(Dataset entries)
..........
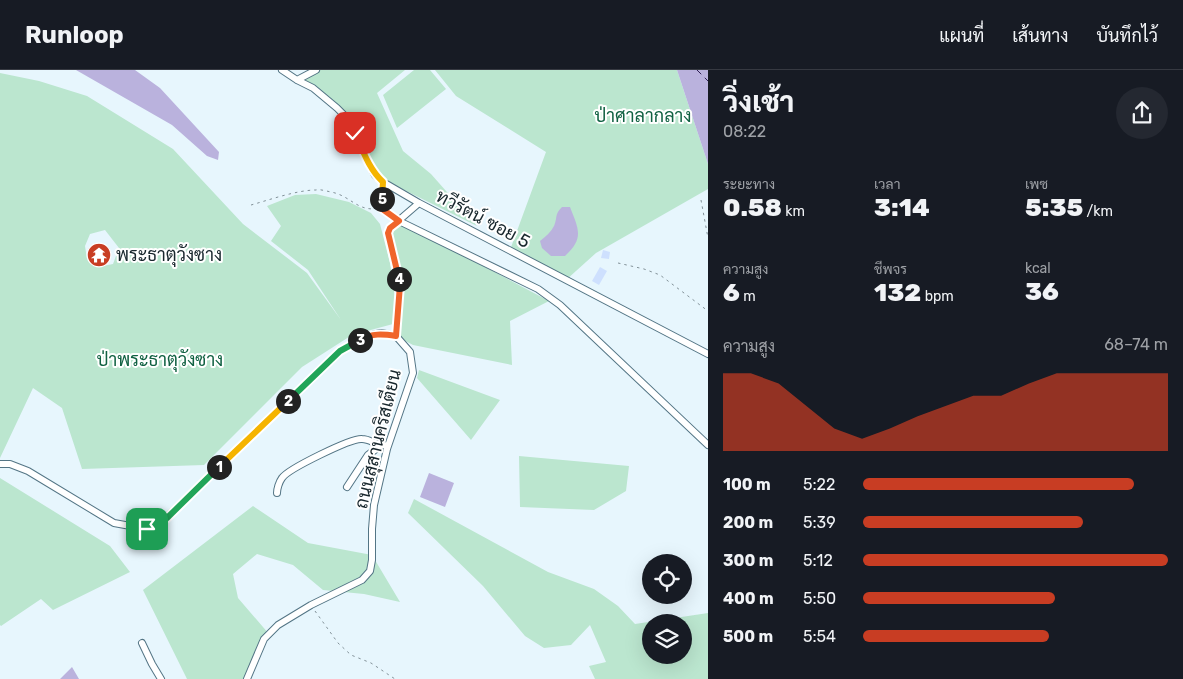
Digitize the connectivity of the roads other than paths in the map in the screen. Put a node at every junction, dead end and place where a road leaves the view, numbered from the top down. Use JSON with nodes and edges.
{"nodes":[{"id":1,"x":282,"y":70,"type":"edge"},
{"id":2,"x":316,"y":70,"type":"edge"},
{"id":3,"x":297,"y":80,"type":"junction"},
{"id":4,"x":419,"y":203,"type":"junction"},
{"id":5,"x":399,"y":221,"type":"junction"},
{"id":6,"x":396,"y":336,"type":"junction"},
{"id":7,"x":708,"y":354,"type":"edge"},
{"id":8,"x":388,"y":445,"type":"junction"},
{"id":9,"x":708,"y":445,"type":"edge"},
{"id":10,"x":380,"y":446,"type":"junction"},
{"id":11,"x":0,"y":464,"type":"edge"},
{"id":12,"x":347,"y":487,"type":"dead end"},
{"id":13,"x":277,"y":493,"type":"dead end"},
{"id":14,"x":142,"y":643,"type":"dead end"},
{"id":15,"x":161,"y":679,"type":"edge"},
{"id":16,"x":247,"y":679,"type":"edge"}],
"edges":[{"from":1,"to":3,"type":"street","name":"ทวีรัตน์ ซอย 5"},
{"from":2,"to":3,"type":"street"},
{"from":3,"to":4,"type":"street","name":"ทวีรัตน์ ซอย 5"},
{"from":4,"to":5,"type":"street"},
{"from":4,"to":7,"type":"street","name":"ทวีรัตน์ ซอย 5"},
{"from":5,"to":6,"type":"street"},
{"from":5,"to":9,"type":"street"},
{"from":6,"to":8,"type":"street","name":"ถนนสุสานคริสเตียน"},
{"from":6,"to":11,"type":"street"},
{"from":8,"to":10,"type":"street"},
{"from":8,"to":16,"type":"street","name":"ถนนสุสานคริสเตียน"},
{"from":10,"to":12,"type":"street"},
{"from":10,"to":13,"type":"street"},
{"from":14,"to":15,"type":"street"}]}
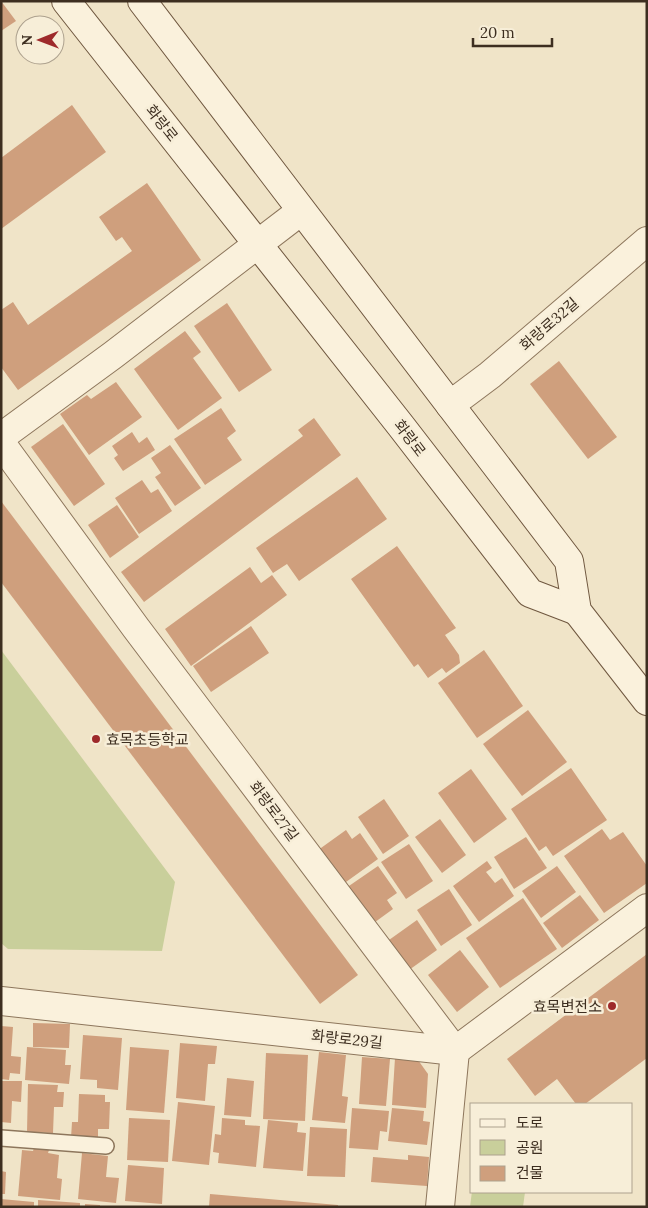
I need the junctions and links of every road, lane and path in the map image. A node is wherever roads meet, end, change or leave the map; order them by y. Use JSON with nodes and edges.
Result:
{"nodes":[{"id":1,"x":66,"y":1,"type":"edge"},
{"id":2,"x":142,"y":1,"type":"edge"},
{"id":3,"x":300,"y":211,"type":"junction"},
{"id":4,"x":647,"y":240,"type":"edge"},
{"id":5,"x":257,"y":244,"type":"junction"},
{"id":6,"x":450,"y":405,"type":"junction"},
{"id":7,"x":1,"y":437,"type":"edge"},
{"id":8,"x":1,"y":443,"type":"edge"},
{"id":9,"x":577,"y":611,"type":"junction"},
{"id":10,"x":647,"y":701,"type":"edge"},
{"id":11,"x":647,"y":908,"type":"edge"},
{"id":12,"x":1,"y":1001,"type":"edge"},
{"id":13,"x":455,"y":1051,"type":"junction"},
{"id":14,"x":1,"y":1138,"type":"edge"},
{"id":15,"x":106,"y":1146,"type":"dead end"},
{"id":16,"x":440,"y":1207,"type":"edge"}],
"edges":[{"from":1,"to":5,"type":"street","name":"화랑로"},
{"from":2,"to":3,"type":"street"},
{"from":3,"to":5,"type":"street"},
{"from":3,"to":6,"type":"street"},
{"from":4,"to":6,"type":"street","name":"화랑로32길"},
{"from":5,"to":7,"type":"street"},
{"from":5,"to":9,"type":"street","name":"화랑로"},
{"from":6,"to":9,"type":"street"},
{"from":8,"to":13,"type":"street","name":"화랑로27길"},
{"from":9,"to":10,"type":"street"},
{"from":11,"to":13,"type":"street"},
{"from":12,"to":13,"type":"street","name":"화랑로29길"},
{"from":13,"to":16,"type":"street"},
{"from":14,"to":15,"type":"lane"}]}
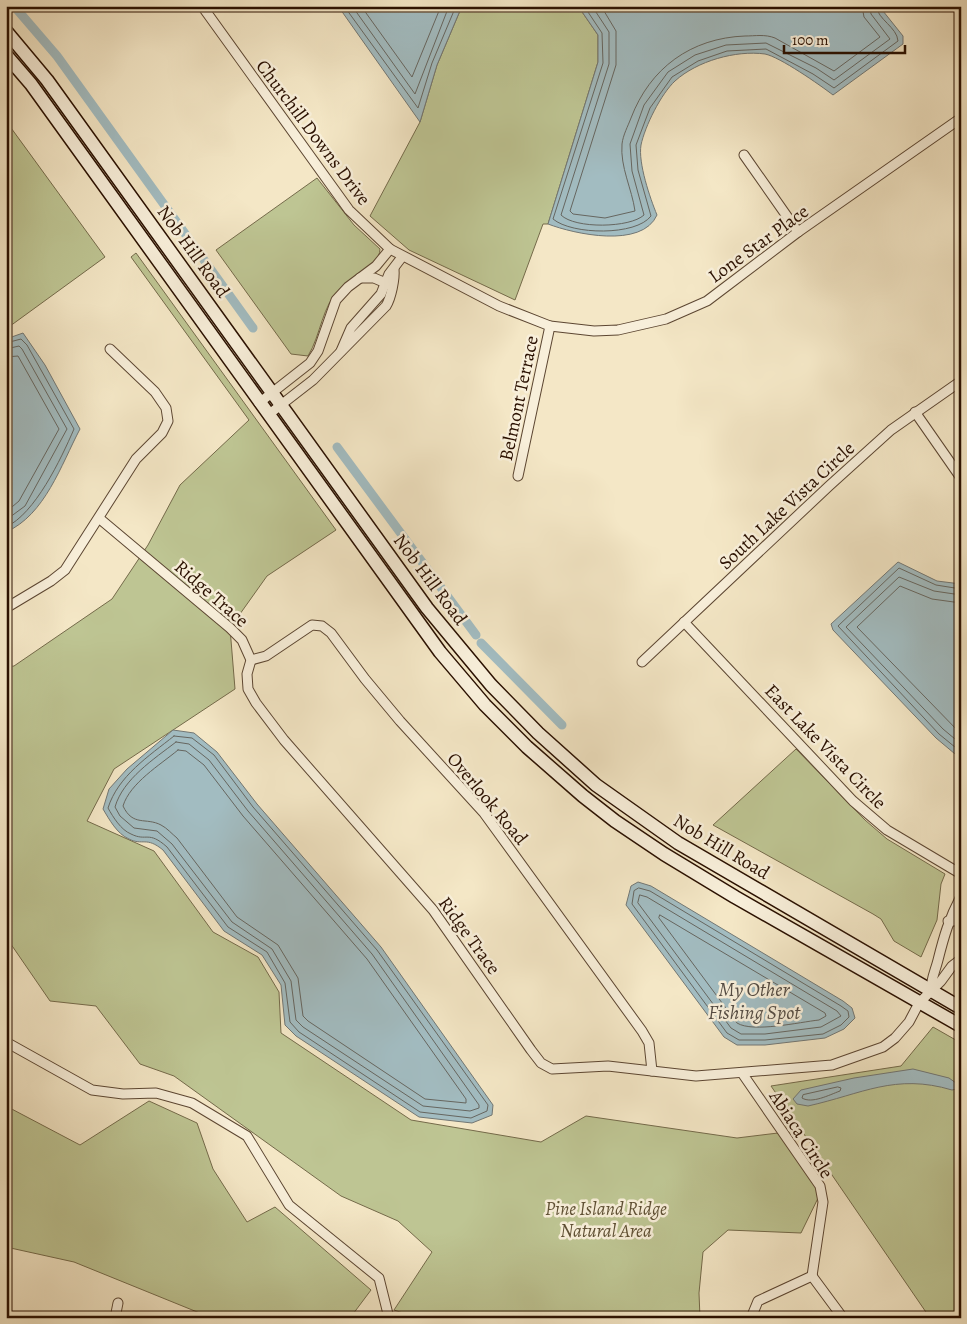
..........
> Task item
Word for word, retype all of the data above, but include no pictures.

> Solution for this problem
Digitize the connectivity of the roads other than paths in the map in the screen. Put a node at every junction, dead end and place where a road leaves the view, numbered from the top down. Use JSON with nodes and edges.
{"nodes":[{"id":1,"x":282,"y":70,"type":"edge"},
{"id":2,"x":316,"y":70,"type":"edge"},
{"id":3,"x":297,"y":80,"type":"junction"},
{"id":4,"x":419,"y":203,"type":"junction"},
{"id":5,"x":399,"y":221,"type":"junction"},
{"id":6,"x":396,"y":336,"type":"junction"},
{"id":7,"x":708,"y":354,"type":"edge"},
{"id":8,"x":388,"y":445,"type":"junction"},
{"id":9,"x":708,"y":445,"type":"edge"},
{"id":10,"x":380,"y":446,"type":"junction"},
{"id":11,"x":0,"y":464,"type":"edge"},
{"id":12,"x":347,"y":487,"type":"dead end"},
{"id":13,"x":277,"y":493,"type":"dead end"},
{"id":14,"x":142,"y":643,"type":"dead end"},
{"id":15,"x":161,"y":679,"type":"edge"},
{"id":16,"x":247,"y":679,"type":"edge"}],
"edges":[{"from":1,"to":3,"type":"street","name":"ทวีรัตน์ ซอย 5"},
{"from":2,"to":3,"type":"street"},
{"from":3,"to":4,"type":"street","name":"ทวีรัตน์ ซอย 5"},
{"from":4,"to":5,"type":"street"},
{"from":4,"to":7,"type":"street","name":"ทวีรัตน์ ซอย 5"},
{"from":5,"to":6,"type":"street"},
{"from":5,"to":9,"type":"street"},
{"from":6,"to":8,"type":"street","name":"ถนนสุสานคริสเตียน"},
{"from":6,"to":11,"type":"street"},
{"from":8,"to":10,"type":"street"},
{"from":8,"to":16,"type":"street","name":"ถนนสุสานคริสเตียน"},
{"from":10,"to":12,"type":"street"},
{"from":10,"to":13,"type":"street"},
{"from":14,"to":15,"type":"street"}]}
I need the junctions and links of every road, lane and path in the map image. A node is wherever roads meet, end, change or leave the map; order them by y. Use JSON with nodes and edges.
Result:
{"nodes":[{"id":1,"x":66,"y":1,"type":"edge"},
{"id":2,"x":142,"y":1,"type":"edge"},
{"id":3,"x":300,"y":211,"type":"junction"},
{"id":4,"x":647,"y":240,"type":"edge"},
{"id":5,"x":257,"y":244,"type":"junction"},
{"id":6,"x":450,"y":405,"type":"junction"},
{"id":7,"x":1,"y":437,"type":"edge"},
{"id":8,"x":1,"y":443,"type":"edge"},
{"id":9,"x":577,"y":611,"type":"junction"},
{"id":10,"x":647,"y":701,"type":"edge"},
{"id":11,"x":647,"y":908,"type":"edge"},
{"id":12,"x":1,"y":1001,"type":"edge"},
{"id":13,"x":455,"y":1051,"type":"junction"},
{"id":14,"x":1,"y":1138,"type":"edge"},
{"id":15,"x":106,"y":1146,"type":"dead end"},
{"id":16,"x":440,"y":1207,"type":"edge"}],
"edges":[{"from":1,"to":5,"type":"street","name":"화랑로"},
{"from":2,"to":3,"type":"street"},
{"from":3,"to":5,"type":"street"},
{"from":3,"to":6,"type":"street"},
{"from":4,"to":6,"type":"street","name":"화랑로32길"},
{"from":5,"to":7,"type":"street"},
{"from":5,"to":9,"type":"street","name":"화랑로"},
{"from":6,"to":9,"type":"street"},
{"from":8,"to":13,"type":"street","name":"화랑로27길"},
{"from":9,"to":10,"type":"street"},
{"from":11,"to":13,"type":"street"},
{"from":12,"to":13,"type":"street","name":"화랑로29길"},
{"from":13,"to":16,"type":"street"},
{"from":14,"to":15,"type":"lane"}]}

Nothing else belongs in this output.